Task brief
The records below are to be returned exactly as written, minus their pictures.

Collected data entries
*-*-*
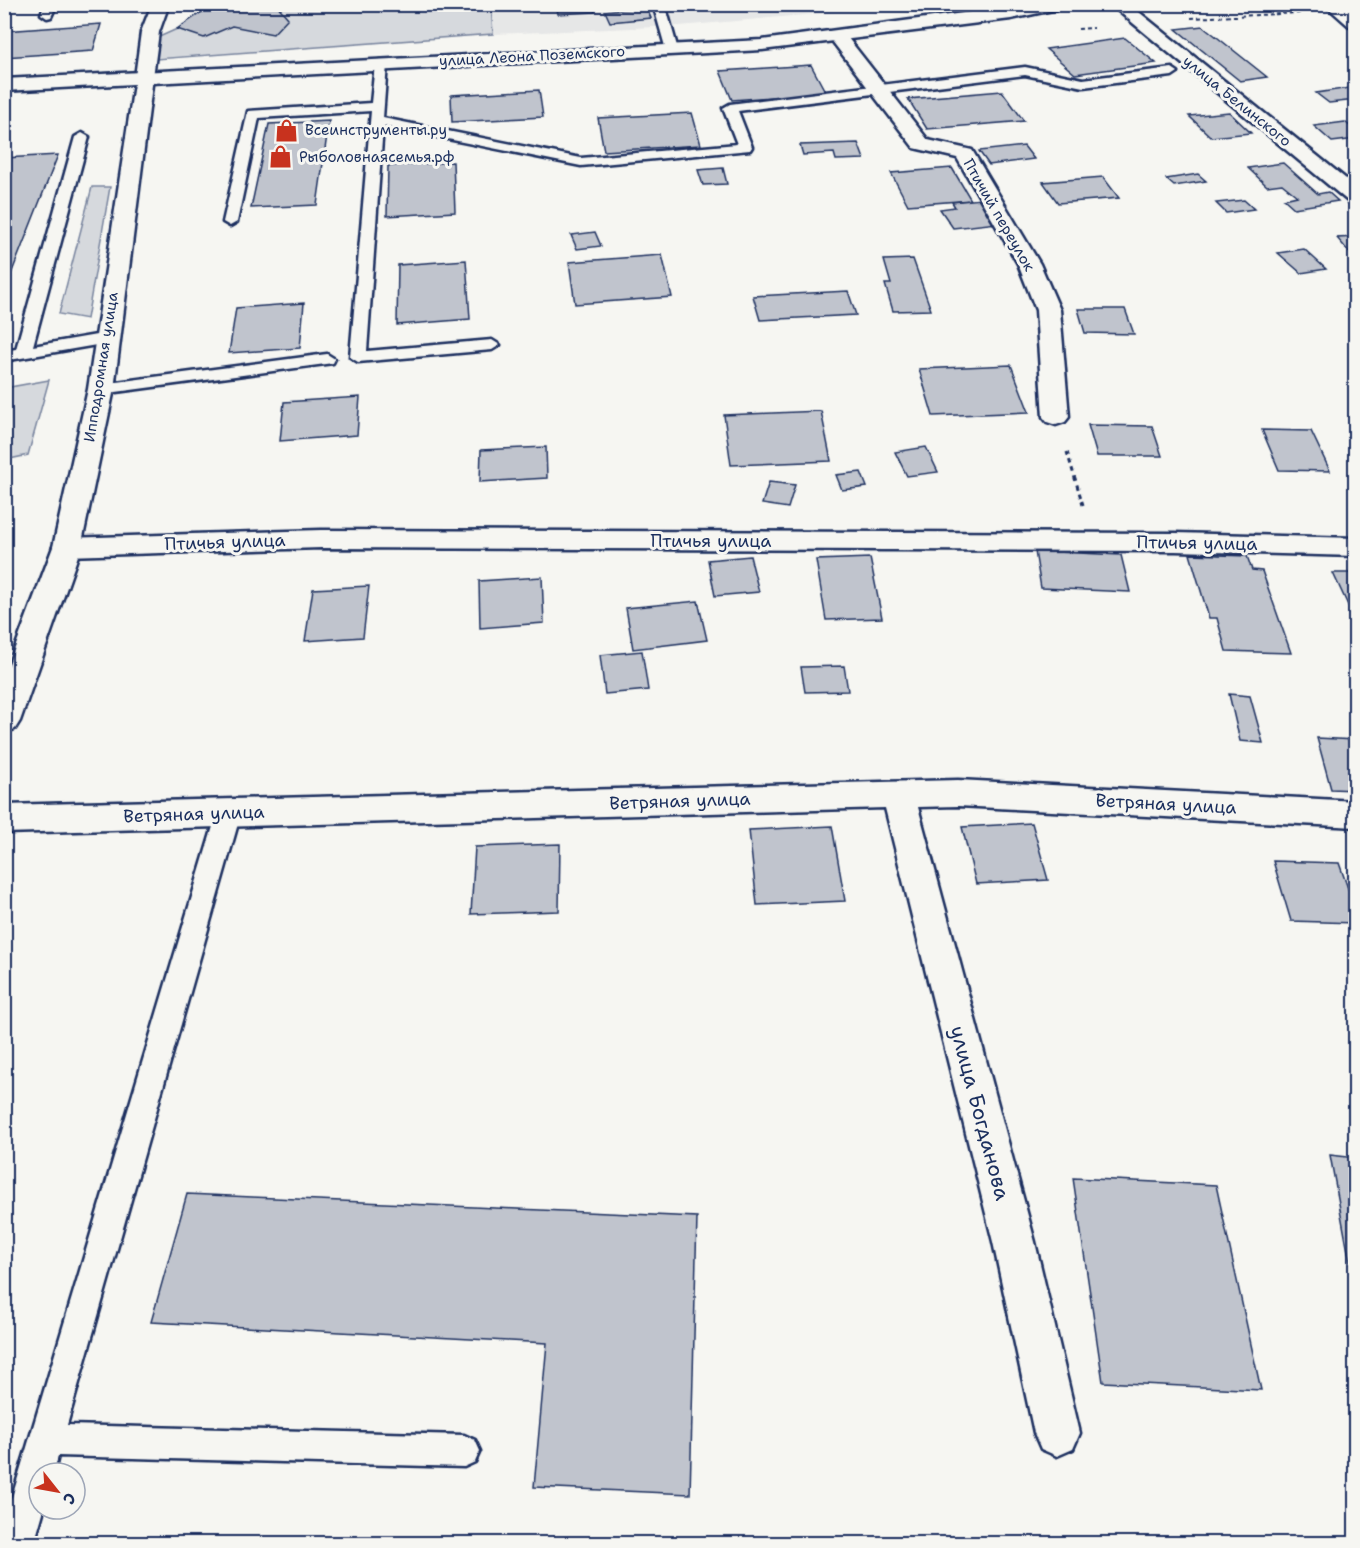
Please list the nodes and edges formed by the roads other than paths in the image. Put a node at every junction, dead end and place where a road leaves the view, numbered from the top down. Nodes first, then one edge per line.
1 (161, 4) edge
2 (659, 4) edge
3 (1056, 4) edge
4 (1119, 4) edge
5 (1332, 4) edge
6 (1356, 23) edge
7 (838, 37) junction
8 (672, 50) junction
9 (381, 64) junction
10 (1172, 72) dead end
11 (144, 77) junction
12 (4, 85) edge
13 (881, 90) junction
14 (377, 114) junction
15 (82, 137) dead end
16 (1356, 198) edge
17 (230, 222) dead end
18 (108, 338) junction
19 (492, 345) dead end
20 (22, 352) junction
21 (4, 356) edge
22 (327, 359) dead end
23 (101, 389) junction
24 (1056, 417) road end
25 (67, 547) junction
26 (1356, 548) edge
27 (4, 721) edge
28 (898, 795) junction
29 (229, 813) junction
30 (1356, 814) edge
31 (4, 819) edge
32 (1057, 1433) dead end
33 (47, 1440) junction
34 (464, 1451) dead end
35 (4, 1541) edge

1 - 11 street, Ипподромная улица
2 - 8 lane
3 - 7 street, улица Леона Поземского
4 - 16 street, улица Белинского
5 - 6 street
7 - 8 street, улица Леона Поземского
7 - 13 street, Птичий переулок
8 - 9 street, улица Леона Поземского
9 - 11 street, улица Леона Поземского
9 - 14 lane
10 - 13 lane
11 - 12 street, улица Леона Поземского
11 - 18 street, Ипподромная улица
13 - 14 lane
13 - 24 street, Птичий переулок
14 - 17 lane
14 - 19 lane
15 - 20 lane
18 - 20 lane
18 - 23 street, Ипподромная улица
20 - 21 lane
22 - 23 lane
23 - 25 street, Ипподромная улица
25 - 26 street, Птичья улица
25 - 27 street, Ипподромная улица
28 - 29 street, Ветряная улица
28 - 30 street, Ветряная улица
28 - 32 street, улица Богданова
29 - 31 street, Ветряная улица
29 - 33 lane
33 - 34 lane
33 - 35 lane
*-*-*
Your response
Please list the nodes and edges formed by the roads other than paths in the image. Put a node at every junction, dead end and place where a road leaves the view, numbered from the top down. Nodes first, then one edge per line.
1 (161, 4) edge
2 (659, 4) edge
3 (1056, 4) edge
4 (1119, 4) edge
5 (1332, 4) edge
6 (1356, 23) edge
7 (838, 37) junction
8 (672, 50) junction
9 (381, 64) junction
10 (1172, 72) dead end
11 (144, 77) junction
12 (4, 85) edge
13 (881, 90) junction
14 (377, 114) junction
15 (82, 137) dead end
16 (1356, 198) edge
17 (230, 222) dead end
18 (108, 338) junction
19 (492, 345) dead end
20 (22, 352) junction
21 (4, 356) edge
22 (327, 359) dead end
23 (101, 389) junction
24 (1056, 417) road end
25 (67, 547) junction
26 (1356, 548) edge
27 (4, 721) edge
28 (898, 795) junction
29 (229, 813) junction
30 (1356, 814) edge
31 (4, 819) edge
32 (1057, 1433) dead end
33 (47, 1440) junction
34 (464, 1451) dead end
35 (4, 1541) edge

1 - 11 street, Ипподромная улица
2 - 8 lane
3 - 7 street, улица Леона Поземского
4 - 16 street, улица Белинского
5 - 6 street
7 - 8 street, улица Леона Поземского
7 - 13 street, Птичий переулок
8 - 9 street, улица Леона Поземского
9 - 11 street, улица Леона Поземского
9 - 14 lane
10 - 13 lane
11 - 12 street, улица Леона Поземского
11 - 18 street, Ипподромная улица
13 - 14 lane
13 - 24 street, Птичий переулок
14 - 17 lane
14 - 19 lane
15 - 20 lane
18 - 20 lane
18 - 23 street, Ипподромная улица
20 - 21 lane
22 - 23 lane
23 - 25 street, Ипподромная улица
25 - 26 street, Птичья улица
25 - 27 street, Ипподромная улица
28 - 29 street, Ветряная улица
28 - 30 street, Ветряная улица
28 - 32 street, улица Богданова
29 - 31 street, Ветряная улица
29 - 33 lane
33 - 34 lane
33 - 35 lane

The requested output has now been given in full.